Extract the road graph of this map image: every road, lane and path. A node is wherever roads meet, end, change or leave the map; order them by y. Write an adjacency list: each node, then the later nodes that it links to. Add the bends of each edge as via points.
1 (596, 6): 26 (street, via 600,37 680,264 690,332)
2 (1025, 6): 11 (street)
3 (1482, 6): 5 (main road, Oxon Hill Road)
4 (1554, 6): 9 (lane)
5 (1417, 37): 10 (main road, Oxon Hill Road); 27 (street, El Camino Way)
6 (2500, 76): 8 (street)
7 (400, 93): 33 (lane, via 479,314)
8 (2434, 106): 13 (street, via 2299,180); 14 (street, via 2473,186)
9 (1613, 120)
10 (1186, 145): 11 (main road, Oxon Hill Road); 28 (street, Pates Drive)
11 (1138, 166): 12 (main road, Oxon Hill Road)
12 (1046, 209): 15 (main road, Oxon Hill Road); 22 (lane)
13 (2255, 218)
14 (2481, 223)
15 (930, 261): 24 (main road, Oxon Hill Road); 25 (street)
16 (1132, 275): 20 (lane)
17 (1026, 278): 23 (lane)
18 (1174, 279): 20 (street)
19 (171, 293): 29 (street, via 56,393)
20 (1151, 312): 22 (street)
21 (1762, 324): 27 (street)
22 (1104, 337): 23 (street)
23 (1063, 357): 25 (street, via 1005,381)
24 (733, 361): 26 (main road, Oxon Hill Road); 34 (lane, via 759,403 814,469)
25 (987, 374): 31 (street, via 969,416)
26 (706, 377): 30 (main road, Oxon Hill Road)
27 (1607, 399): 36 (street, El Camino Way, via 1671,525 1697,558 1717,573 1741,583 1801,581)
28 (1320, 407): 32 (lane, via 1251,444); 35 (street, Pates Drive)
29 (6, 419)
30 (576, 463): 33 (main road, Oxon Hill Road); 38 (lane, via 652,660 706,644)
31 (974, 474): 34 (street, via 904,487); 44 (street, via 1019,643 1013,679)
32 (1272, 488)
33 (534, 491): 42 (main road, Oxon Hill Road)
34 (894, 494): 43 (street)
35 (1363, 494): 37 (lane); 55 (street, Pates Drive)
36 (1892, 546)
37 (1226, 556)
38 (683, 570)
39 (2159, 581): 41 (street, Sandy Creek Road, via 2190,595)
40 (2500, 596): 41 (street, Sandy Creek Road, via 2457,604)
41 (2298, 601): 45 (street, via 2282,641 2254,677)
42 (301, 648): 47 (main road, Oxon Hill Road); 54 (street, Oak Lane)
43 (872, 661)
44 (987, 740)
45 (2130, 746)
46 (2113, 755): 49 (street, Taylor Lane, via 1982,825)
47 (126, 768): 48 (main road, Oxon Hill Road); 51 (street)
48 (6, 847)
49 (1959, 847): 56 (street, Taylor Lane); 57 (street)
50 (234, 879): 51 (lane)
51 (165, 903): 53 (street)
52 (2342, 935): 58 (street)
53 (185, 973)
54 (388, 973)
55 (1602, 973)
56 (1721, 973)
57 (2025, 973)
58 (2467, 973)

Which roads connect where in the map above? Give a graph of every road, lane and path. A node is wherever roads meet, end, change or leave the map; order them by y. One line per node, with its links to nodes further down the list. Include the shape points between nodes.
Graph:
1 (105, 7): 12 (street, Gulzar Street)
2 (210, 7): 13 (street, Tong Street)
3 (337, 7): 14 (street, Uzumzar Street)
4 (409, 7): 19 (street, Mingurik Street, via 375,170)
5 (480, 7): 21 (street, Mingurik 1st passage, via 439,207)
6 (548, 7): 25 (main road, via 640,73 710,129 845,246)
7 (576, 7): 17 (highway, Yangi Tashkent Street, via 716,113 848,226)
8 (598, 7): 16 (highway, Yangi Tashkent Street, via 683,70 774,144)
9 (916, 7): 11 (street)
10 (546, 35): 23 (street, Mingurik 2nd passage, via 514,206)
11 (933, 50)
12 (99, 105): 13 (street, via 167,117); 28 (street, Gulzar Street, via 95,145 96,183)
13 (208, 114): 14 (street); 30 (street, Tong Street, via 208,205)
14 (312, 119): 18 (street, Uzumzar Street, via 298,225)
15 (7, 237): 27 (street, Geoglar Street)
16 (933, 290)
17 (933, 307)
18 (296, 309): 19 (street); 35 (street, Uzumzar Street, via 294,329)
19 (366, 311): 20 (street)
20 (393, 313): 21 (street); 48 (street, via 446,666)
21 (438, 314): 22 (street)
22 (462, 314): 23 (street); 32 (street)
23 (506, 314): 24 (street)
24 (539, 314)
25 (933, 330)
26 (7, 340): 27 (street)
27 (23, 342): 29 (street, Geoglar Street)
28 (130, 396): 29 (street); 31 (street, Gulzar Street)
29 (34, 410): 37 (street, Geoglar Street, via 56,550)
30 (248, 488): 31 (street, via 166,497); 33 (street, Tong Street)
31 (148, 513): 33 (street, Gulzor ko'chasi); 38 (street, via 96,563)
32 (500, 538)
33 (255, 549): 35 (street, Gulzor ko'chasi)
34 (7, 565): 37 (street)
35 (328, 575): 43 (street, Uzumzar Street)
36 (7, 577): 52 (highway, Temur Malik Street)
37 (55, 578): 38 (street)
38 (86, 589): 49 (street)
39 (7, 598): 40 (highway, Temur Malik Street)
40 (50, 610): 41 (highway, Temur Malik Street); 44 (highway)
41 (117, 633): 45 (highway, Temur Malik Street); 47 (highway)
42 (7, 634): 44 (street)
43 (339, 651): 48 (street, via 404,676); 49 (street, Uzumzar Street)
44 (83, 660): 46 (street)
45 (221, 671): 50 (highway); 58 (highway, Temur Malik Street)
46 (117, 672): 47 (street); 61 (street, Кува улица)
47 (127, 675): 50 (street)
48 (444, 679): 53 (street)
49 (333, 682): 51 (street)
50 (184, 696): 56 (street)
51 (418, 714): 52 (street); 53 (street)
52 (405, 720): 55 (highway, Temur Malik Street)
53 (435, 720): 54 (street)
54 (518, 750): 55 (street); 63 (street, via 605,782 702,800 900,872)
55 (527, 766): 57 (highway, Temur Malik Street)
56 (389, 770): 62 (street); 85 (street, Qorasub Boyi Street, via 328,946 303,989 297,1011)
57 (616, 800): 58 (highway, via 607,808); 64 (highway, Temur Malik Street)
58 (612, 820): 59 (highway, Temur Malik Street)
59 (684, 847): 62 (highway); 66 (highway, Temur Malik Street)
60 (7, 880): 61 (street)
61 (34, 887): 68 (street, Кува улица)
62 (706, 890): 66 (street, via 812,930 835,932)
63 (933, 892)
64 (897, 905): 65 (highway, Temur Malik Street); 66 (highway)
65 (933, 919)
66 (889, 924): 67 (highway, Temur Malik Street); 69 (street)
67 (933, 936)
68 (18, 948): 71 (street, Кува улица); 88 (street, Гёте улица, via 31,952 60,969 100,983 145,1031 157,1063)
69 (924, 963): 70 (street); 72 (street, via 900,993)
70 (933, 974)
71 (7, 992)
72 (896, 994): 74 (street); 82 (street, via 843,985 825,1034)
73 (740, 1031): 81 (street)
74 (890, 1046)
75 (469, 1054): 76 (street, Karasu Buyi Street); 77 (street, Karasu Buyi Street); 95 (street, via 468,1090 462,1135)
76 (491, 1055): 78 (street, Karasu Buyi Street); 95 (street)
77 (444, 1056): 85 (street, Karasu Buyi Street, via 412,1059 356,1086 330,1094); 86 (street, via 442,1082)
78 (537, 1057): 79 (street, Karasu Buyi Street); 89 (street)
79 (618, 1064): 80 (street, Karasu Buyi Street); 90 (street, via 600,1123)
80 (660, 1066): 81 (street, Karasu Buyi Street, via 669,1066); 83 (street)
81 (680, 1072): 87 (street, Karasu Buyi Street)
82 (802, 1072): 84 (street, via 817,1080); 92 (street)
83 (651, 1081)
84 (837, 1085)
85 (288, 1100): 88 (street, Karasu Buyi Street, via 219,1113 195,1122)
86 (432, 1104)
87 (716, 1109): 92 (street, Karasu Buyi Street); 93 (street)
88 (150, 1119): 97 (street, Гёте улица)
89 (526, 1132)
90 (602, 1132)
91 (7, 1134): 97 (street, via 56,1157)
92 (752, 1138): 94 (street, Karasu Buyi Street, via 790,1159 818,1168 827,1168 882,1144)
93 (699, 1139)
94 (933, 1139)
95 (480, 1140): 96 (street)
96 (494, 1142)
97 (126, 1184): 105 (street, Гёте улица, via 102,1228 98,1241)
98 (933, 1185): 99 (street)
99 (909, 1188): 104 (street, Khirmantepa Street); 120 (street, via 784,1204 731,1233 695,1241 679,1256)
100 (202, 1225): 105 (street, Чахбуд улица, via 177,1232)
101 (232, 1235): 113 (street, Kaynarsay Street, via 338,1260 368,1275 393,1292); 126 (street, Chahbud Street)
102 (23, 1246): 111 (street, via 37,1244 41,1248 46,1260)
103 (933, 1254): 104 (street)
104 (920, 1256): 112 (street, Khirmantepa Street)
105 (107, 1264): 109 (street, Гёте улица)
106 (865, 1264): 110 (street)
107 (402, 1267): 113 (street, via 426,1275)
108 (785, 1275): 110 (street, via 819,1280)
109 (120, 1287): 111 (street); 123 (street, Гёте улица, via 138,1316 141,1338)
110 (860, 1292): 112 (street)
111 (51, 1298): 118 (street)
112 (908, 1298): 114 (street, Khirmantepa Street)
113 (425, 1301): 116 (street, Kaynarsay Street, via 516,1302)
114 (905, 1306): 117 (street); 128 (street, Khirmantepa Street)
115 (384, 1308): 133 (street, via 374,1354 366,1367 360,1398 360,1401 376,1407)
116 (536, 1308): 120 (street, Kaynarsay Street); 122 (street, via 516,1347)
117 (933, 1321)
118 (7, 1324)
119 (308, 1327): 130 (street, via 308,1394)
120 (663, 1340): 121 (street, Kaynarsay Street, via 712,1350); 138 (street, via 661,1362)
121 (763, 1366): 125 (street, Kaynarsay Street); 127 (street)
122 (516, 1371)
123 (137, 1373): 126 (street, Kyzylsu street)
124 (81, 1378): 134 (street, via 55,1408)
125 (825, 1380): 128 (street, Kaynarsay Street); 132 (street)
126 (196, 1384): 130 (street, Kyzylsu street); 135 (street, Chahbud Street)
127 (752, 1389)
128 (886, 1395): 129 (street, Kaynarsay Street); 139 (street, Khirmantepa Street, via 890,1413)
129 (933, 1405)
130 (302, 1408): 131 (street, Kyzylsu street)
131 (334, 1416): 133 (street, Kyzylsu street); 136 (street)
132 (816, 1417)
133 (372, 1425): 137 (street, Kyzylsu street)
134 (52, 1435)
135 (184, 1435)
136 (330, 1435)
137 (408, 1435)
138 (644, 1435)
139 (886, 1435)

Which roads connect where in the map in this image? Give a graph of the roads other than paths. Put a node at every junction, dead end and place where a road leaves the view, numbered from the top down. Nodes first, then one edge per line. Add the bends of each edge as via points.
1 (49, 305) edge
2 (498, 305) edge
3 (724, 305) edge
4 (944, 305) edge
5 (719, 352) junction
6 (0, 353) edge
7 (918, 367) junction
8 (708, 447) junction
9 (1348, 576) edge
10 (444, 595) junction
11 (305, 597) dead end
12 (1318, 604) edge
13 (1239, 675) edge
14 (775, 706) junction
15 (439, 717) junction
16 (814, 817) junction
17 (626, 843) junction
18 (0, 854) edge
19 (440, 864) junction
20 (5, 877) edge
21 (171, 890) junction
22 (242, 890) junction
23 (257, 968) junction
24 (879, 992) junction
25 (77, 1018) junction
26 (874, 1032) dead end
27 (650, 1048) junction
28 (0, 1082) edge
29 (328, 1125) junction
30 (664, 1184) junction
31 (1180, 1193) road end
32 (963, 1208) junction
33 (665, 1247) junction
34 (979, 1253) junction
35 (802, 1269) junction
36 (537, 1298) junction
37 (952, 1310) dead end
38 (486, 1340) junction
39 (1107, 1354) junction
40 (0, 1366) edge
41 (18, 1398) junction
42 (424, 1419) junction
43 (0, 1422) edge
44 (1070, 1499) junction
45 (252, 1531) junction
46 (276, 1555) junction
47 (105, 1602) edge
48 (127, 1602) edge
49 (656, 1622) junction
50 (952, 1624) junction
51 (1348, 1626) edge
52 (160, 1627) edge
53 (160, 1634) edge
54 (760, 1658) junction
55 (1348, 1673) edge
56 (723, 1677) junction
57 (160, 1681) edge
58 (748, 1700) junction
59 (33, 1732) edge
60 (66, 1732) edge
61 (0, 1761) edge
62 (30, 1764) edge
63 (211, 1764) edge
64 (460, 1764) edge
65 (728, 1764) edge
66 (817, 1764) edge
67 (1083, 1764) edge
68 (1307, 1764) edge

• • • • •

Exercise description: Search the entries above for the string "Kyzylsu". Copy each line that holds it.

Solution to this problem:
123 (137, 1373): 126 (street, Kyzylsu street)
126 (196, 1384): 130 (street, Kyzylsu street); 135 (street, Chahbud Street)
130 (302, 1408): 131 (street, Kyzylsu street)
131 (334, 1416): 133 (street, Kyzylsu street); 136 (street)
133 (372, 1425): 137 (street, Kyzylsu street)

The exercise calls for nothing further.